• _PROBLEM REQUIREMENTS_: Search the listing for the string "улица" and copy every line that contains it.

[[ RECORDS SHOWN open ]]

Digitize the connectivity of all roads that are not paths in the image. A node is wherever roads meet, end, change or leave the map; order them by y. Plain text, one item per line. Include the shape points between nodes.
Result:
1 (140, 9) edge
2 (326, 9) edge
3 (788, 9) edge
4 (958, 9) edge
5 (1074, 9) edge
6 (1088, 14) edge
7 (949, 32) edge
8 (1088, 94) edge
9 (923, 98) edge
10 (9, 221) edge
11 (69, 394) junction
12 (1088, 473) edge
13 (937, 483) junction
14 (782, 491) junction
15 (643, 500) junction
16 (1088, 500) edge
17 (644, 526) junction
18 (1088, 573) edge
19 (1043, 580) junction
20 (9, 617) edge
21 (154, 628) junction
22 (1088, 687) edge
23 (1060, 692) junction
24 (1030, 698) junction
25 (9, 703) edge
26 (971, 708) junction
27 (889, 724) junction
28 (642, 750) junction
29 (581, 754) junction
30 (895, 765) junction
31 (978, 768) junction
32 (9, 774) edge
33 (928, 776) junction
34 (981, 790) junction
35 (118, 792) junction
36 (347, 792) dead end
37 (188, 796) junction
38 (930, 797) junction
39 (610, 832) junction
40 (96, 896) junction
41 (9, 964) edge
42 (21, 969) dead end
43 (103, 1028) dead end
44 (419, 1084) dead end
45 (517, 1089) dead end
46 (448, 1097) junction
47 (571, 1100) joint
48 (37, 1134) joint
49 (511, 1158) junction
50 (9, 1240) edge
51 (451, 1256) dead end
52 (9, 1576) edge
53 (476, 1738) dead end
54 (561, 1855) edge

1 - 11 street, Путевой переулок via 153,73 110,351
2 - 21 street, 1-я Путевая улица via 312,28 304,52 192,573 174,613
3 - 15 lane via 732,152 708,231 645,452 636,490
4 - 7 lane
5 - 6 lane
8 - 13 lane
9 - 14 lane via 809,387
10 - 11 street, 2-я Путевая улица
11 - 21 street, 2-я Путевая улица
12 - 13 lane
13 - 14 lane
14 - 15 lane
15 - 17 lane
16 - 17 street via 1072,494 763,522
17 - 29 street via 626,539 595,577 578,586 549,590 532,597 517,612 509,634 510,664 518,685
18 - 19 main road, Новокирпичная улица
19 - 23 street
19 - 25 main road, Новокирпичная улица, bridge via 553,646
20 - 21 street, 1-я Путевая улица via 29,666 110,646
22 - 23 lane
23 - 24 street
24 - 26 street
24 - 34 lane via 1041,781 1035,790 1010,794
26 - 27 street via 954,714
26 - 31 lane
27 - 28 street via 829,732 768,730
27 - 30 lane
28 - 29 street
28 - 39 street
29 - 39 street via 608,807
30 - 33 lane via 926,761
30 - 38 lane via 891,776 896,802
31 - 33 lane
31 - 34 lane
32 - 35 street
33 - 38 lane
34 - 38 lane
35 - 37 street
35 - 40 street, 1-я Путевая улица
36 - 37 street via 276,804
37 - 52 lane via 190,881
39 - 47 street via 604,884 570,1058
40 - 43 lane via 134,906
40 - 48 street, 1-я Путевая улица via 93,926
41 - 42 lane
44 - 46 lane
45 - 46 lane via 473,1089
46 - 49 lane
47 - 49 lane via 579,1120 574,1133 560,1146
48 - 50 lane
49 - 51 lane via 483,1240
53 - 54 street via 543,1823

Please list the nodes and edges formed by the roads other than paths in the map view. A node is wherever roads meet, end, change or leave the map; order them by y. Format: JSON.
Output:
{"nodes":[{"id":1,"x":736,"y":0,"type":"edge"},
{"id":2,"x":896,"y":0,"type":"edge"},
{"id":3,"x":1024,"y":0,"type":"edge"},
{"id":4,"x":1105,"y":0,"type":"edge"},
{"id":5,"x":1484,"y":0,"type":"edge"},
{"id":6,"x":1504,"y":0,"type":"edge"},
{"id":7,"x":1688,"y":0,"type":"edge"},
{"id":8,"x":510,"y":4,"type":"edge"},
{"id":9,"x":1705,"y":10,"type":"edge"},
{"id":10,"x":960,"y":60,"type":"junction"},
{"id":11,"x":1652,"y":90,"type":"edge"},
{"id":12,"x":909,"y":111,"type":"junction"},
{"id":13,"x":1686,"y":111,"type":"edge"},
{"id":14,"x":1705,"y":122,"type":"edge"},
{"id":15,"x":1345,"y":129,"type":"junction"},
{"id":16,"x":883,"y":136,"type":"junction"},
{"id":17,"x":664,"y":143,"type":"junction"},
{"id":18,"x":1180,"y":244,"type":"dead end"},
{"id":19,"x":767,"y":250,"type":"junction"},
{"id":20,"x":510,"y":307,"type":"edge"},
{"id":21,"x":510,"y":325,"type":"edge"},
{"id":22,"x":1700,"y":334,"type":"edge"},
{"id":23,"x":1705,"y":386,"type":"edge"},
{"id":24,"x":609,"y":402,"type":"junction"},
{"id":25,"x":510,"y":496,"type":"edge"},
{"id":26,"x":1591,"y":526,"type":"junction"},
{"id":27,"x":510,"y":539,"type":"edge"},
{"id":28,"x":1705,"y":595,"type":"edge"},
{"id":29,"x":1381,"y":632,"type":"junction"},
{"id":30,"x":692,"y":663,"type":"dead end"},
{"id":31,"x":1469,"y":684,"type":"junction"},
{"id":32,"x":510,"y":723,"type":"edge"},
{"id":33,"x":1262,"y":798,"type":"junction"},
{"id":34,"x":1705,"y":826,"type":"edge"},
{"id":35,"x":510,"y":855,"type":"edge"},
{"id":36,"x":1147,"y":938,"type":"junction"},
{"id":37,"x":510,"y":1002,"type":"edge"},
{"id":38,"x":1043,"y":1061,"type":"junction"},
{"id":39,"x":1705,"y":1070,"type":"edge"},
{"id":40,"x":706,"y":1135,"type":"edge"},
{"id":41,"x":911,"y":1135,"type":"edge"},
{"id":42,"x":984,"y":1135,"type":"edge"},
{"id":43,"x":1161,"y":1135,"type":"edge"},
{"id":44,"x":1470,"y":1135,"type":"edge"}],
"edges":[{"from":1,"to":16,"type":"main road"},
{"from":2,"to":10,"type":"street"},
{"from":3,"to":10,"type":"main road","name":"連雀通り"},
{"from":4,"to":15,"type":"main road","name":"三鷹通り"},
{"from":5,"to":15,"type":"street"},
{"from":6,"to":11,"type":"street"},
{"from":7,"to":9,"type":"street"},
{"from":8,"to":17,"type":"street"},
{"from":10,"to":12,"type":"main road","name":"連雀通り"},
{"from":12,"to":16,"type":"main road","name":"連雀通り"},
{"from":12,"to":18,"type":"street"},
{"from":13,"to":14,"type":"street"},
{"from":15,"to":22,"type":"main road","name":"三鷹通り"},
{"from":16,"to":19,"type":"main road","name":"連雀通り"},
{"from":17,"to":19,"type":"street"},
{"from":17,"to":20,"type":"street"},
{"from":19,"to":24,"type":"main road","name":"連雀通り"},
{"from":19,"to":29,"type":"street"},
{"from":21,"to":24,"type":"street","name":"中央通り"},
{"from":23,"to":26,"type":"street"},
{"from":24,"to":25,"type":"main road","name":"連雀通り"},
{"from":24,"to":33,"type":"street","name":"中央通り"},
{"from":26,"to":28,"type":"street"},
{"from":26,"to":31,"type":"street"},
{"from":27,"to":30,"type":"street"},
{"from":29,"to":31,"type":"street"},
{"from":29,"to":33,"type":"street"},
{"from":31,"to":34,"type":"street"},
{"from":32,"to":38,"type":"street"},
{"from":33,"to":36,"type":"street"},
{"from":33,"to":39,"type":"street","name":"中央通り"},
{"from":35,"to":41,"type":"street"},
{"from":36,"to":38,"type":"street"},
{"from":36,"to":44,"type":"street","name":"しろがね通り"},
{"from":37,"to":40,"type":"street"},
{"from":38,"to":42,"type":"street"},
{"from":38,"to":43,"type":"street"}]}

[[ RECORDS SHOWN closed ]]

• _RESULT BELOW_:
2 - 21 street, 1-я Путевая улица via 312,28 304,52 192,573 174,613
10 - 11 street, 2-я Путевая улица
11 - 21 street, 2-я Путевая улица
18 - 19 main road, Новокирпичная улица
19 - 25 main road, Новокирпичная улица, bridge via 553,646
20 - 21 street, 1-я Путевая улица via 29,666 110,646
35 - 40 street, 1-я Путевая улица
40 - 48 street, 1-я Путевая улица via 93,926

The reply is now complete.